Output the number of lines in the material below containing "산호시장길" and nothing more.
════
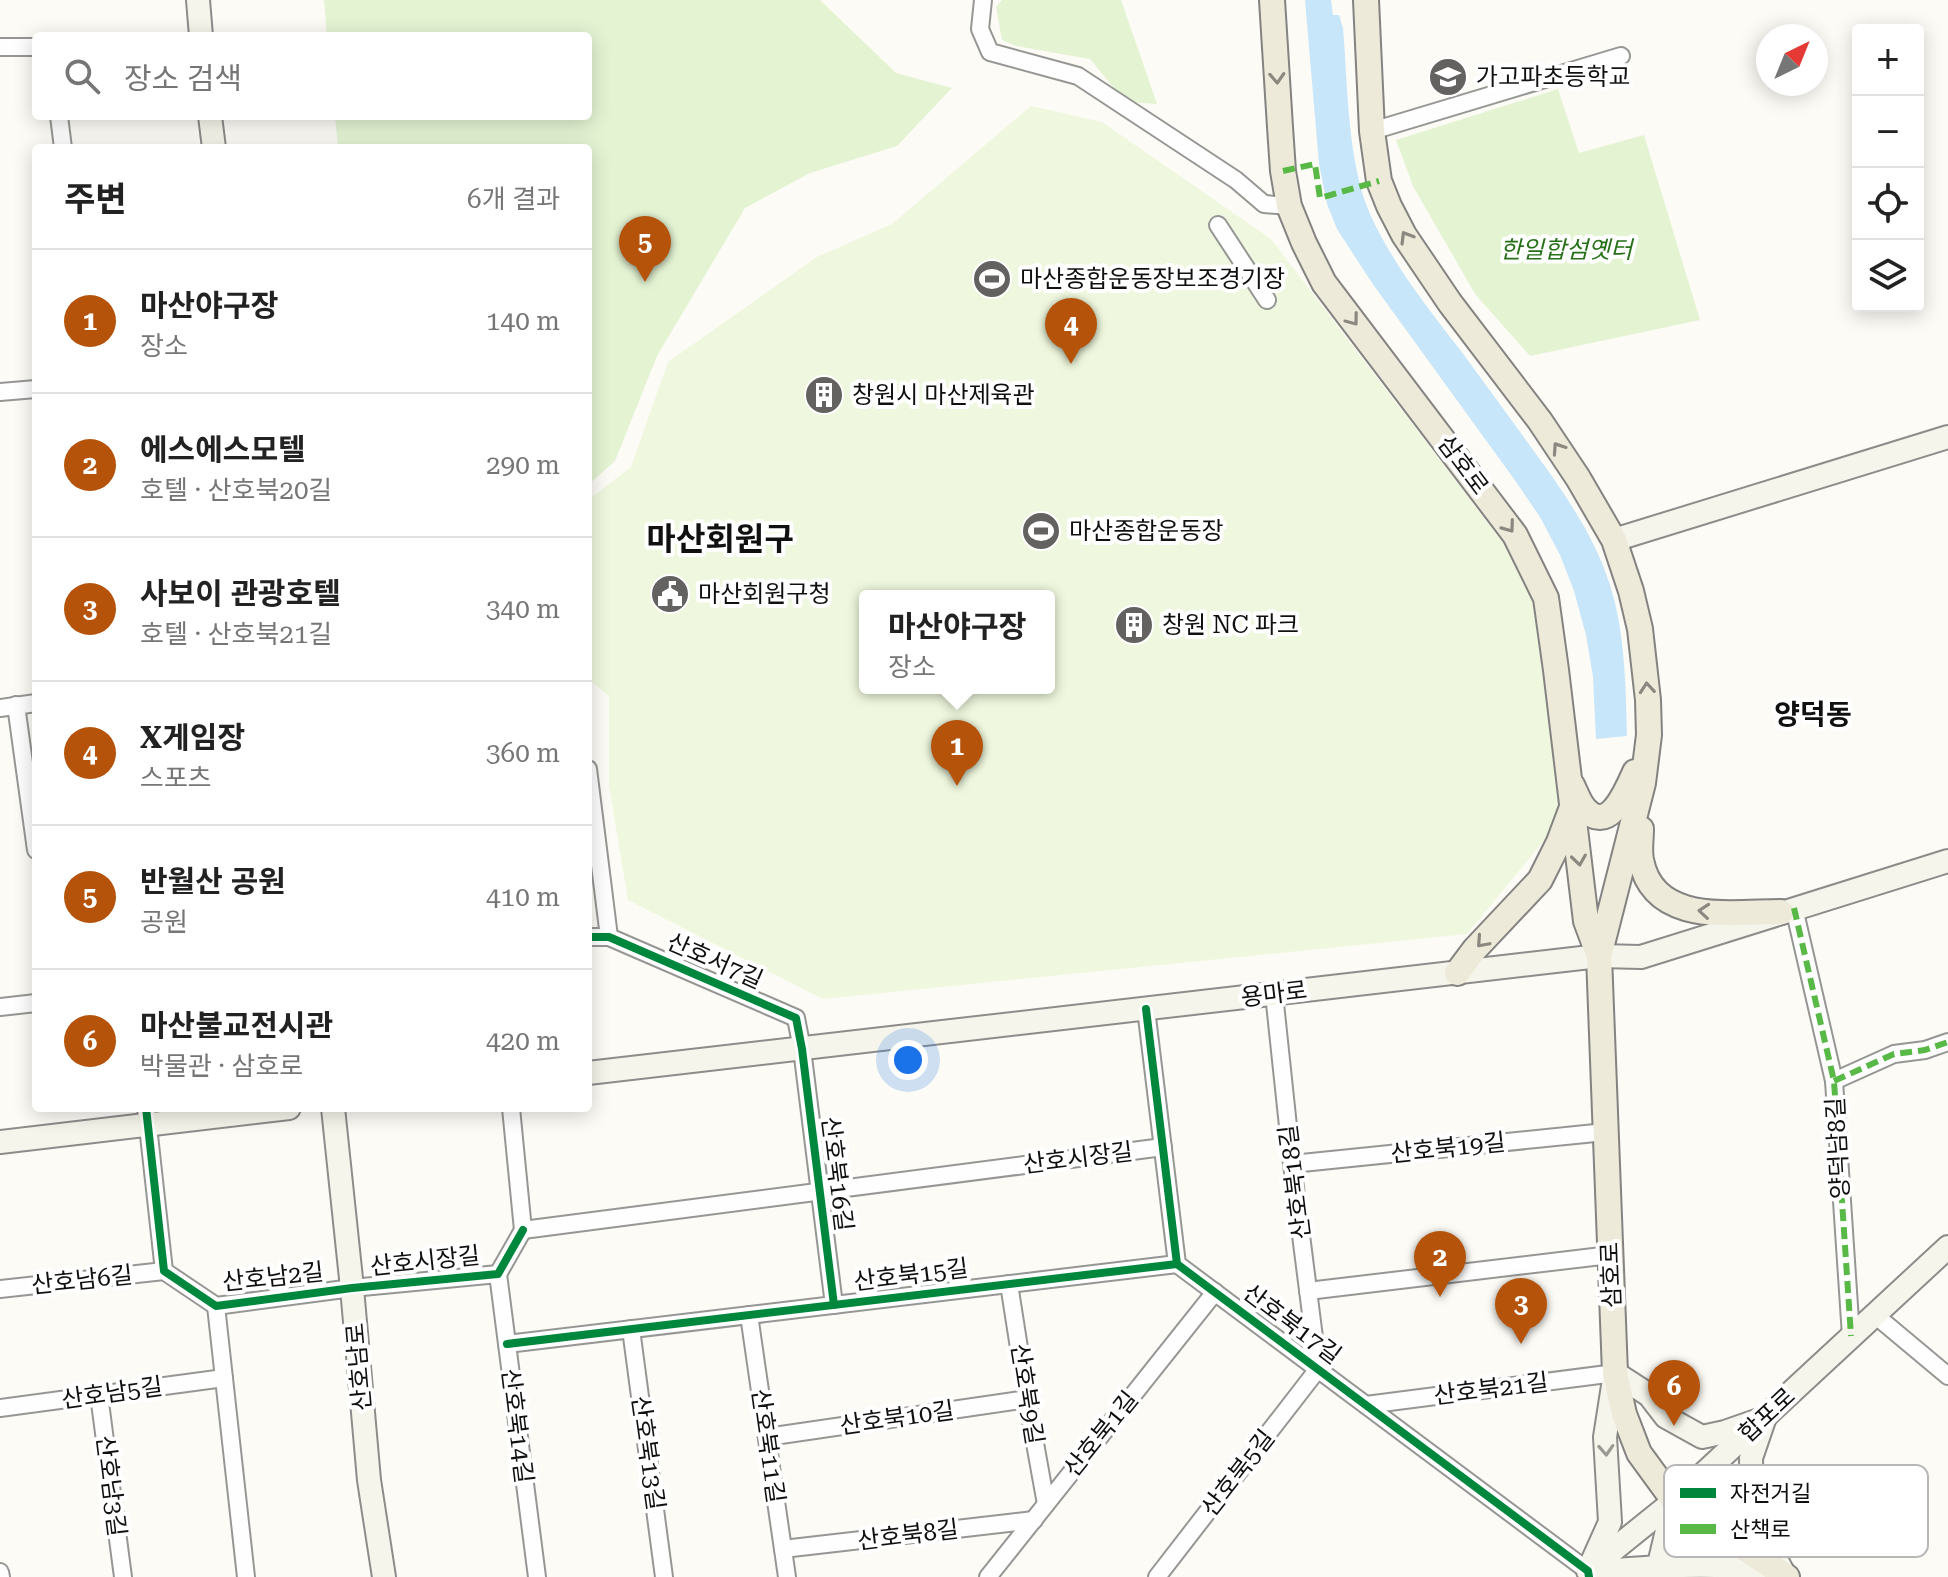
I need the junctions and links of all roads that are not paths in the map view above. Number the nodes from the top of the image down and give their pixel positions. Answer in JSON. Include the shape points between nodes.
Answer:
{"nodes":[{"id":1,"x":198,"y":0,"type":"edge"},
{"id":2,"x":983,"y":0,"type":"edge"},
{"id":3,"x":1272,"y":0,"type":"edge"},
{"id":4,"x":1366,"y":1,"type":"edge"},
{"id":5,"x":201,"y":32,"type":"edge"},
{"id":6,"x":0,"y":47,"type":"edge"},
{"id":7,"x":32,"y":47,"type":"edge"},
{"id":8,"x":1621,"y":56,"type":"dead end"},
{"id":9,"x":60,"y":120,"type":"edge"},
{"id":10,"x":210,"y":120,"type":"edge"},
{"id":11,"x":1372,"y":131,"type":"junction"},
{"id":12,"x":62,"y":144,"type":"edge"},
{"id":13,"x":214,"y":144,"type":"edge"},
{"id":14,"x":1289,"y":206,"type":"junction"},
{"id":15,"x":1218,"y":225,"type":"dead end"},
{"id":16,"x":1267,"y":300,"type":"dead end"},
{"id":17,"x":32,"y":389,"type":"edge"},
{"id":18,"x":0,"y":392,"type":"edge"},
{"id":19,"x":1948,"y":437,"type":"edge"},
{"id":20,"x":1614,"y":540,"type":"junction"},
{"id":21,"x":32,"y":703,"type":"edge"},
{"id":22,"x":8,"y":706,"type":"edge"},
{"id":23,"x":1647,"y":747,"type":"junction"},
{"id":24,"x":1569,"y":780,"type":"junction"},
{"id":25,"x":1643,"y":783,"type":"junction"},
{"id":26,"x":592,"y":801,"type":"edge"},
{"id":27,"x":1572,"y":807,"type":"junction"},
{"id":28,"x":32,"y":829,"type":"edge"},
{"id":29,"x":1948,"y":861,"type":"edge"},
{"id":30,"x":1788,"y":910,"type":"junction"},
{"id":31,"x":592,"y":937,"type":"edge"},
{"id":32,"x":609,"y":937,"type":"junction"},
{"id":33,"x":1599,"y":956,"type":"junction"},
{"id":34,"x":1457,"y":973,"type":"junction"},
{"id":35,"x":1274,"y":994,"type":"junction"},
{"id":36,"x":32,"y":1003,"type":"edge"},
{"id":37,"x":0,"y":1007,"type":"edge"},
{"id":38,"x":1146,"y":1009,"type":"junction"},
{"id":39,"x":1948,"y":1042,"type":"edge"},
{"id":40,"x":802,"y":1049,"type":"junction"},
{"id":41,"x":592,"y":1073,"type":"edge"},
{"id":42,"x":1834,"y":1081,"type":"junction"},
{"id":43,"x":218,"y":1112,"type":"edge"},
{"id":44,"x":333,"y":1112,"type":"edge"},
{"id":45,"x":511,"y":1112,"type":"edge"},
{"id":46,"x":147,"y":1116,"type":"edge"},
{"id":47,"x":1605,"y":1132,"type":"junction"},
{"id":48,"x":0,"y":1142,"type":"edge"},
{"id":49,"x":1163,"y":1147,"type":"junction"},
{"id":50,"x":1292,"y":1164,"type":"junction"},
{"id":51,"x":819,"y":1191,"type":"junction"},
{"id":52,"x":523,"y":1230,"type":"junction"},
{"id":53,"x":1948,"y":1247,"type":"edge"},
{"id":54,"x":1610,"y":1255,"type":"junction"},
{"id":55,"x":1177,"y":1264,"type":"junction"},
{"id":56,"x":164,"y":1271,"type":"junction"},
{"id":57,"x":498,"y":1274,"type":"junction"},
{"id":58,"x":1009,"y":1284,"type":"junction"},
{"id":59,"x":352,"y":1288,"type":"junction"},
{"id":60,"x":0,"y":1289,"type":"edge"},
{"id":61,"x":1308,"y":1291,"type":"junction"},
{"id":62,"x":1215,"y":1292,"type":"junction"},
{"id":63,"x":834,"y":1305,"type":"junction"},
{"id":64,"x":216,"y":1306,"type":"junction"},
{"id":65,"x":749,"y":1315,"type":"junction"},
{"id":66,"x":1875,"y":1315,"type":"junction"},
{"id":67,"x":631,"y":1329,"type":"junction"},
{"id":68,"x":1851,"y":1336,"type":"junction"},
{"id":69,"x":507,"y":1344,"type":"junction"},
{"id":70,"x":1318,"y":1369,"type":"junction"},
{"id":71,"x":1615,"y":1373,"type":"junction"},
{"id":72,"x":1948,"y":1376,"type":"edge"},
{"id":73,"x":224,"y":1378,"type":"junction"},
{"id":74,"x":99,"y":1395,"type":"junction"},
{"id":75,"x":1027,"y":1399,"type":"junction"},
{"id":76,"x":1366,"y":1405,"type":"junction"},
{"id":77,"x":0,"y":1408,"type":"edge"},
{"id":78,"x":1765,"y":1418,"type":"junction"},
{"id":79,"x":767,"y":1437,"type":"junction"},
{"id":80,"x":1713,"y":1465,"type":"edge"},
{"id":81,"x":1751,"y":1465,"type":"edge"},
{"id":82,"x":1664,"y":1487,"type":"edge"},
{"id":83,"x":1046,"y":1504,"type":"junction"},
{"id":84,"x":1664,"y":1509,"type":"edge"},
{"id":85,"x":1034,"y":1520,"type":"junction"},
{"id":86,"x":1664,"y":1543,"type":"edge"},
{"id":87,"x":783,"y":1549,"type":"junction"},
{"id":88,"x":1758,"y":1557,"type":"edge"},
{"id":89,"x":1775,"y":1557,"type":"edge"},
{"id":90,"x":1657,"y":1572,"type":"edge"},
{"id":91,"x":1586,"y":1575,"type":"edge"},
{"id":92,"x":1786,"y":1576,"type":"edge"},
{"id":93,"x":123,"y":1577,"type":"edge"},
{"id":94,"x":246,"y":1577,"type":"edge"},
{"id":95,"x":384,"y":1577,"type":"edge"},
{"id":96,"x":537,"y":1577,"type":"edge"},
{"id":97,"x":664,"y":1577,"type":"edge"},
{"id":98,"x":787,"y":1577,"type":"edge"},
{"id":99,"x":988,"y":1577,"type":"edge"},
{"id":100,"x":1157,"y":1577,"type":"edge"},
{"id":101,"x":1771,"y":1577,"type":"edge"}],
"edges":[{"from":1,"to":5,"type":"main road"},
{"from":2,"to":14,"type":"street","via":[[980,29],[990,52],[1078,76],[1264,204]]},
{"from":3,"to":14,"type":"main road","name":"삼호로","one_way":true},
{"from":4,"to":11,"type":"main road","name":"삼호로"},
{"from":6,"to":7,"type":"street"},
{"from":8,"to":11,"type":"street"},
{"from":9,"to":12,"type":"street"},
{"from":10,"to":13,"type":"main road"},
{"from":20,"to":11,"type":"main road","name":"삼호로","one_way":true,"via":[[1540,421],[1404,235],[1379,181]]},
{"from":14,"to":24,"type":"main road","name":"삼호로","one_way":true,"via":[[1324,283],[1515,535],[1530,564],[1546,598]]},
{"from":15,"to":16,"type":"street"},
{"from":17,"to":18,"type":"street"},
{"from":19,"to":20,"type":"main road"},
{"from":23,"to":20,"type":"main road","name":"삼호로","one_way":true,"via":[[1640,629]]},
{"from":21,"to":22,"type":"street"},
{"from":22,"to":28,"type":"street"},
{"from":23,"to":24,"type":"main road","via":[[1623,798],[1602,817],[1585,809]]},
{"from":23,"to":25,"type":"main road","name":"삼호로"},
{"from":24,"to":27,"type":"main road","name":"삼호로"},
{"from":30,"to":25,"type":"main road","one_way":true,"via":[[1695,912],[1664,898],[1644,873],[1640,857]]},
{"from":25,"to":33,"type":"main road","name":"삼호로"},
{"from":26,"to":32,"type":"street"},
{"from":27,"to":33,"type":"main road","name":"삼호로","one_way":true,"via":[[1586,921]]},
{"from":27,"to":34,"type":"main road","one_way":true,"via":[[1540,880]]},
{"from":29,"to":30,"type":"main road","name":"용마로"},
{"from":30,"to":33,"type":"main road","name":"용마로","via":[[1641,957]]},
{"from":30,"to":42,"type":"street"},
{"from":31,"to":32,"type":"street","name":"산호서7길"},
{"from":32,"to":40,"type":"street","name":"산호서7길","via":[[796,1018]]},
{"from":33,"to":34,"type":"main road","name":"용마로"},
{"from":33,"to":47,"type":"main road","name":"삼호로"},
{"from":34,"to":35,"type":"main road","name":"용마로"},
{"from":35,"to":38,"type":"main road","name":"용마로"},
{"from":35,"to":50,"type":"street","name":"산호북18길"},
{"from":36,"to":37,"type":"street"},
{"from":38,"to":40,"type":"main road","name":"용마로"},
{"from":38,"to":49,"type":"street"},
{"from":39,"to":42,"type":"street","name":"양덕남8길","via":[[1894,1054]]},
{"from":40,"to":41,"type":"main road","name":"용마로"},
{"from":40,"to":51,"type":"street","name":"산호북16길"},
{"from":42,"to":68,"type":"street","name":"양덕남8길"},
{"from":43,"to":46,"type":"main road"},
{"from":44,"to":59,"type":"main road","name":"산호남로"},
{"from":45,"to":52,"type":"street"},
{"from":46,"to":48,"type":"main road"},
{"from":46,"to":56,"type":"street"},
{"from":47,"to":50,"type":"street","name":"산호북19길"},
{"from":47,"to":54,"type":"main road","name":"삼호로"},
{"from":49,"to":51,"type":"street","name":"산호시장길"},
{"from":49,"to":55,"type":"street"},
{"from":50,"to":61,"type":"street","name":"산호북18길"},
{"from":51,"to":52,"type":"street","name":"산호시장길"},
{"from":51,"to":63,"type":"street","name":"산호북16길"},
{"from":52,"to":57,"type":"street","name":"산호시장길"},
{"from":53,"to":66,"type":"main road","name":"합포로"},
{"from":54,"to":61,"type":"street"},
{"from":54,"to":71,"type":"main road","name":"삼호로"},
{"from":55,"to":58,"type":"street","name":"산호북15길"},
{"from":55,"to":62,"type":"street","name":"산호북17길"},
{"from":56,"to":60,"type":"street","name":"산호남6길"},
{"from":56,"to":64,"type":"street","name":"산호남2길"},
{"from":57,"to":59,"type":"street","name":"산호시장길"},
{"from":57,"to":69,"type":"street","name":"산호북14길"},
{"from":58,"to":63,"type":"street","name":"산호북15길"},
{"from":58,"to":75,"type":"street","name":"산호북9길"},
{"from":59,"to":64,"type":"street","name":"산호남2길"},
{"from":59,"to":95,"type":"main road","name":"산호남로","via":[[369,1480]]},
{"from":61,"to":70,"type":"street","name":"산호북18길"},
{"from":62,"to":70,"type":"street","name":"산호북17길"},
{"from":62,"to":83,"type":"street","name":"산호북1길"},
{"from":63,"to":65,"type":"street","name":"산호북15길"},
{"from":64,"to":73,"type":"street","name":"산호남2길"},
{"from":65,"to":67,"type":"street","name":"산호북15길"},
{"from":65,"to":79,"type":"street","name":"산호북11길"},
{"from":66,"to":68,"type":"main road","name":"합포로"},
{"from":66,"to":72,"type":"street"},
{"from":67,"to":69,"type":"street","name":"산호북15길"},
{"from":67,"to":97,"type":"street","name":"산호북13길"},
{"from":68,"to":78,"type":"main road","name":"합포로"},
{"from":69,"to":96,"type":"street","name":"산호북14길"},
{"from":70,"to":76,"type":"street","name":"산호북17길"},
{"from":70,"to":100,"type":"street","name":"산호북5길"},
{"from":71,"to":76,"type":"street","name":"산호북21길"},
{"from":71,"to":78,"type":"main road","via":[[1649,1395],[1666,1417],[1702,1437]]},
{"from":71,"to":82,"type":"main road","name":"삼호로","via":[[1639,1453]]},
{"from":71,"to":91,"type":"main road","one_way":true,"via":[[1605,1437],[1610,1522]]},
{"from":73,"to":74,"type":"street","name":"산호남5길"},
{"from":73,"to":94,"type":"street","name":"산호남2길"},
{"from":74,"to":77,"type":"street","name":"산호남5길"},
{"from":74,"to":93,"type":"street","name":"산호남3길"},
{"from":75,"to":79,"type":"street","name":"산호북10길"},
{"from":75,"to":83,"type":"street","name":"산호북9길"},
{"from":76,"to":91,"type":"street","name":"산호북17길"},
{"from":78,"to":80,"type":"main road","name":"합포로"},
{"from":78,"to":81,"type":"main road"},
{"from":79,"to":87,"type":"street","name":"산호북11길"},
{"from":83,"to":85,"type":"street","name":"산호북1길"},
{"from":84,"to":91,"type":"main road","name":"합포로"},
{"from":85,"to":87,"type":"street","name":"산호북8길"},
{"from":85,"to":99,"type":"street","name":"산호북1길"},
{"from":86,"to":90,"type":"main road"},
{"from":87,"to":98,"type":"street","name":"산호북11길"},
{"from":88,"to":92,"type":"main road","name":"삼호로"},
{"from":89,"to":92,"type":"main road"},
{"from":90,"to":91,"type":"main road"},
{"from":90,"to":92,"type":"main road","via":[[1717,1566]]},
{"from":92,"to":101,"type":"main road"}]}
════
* [Answer box]:
4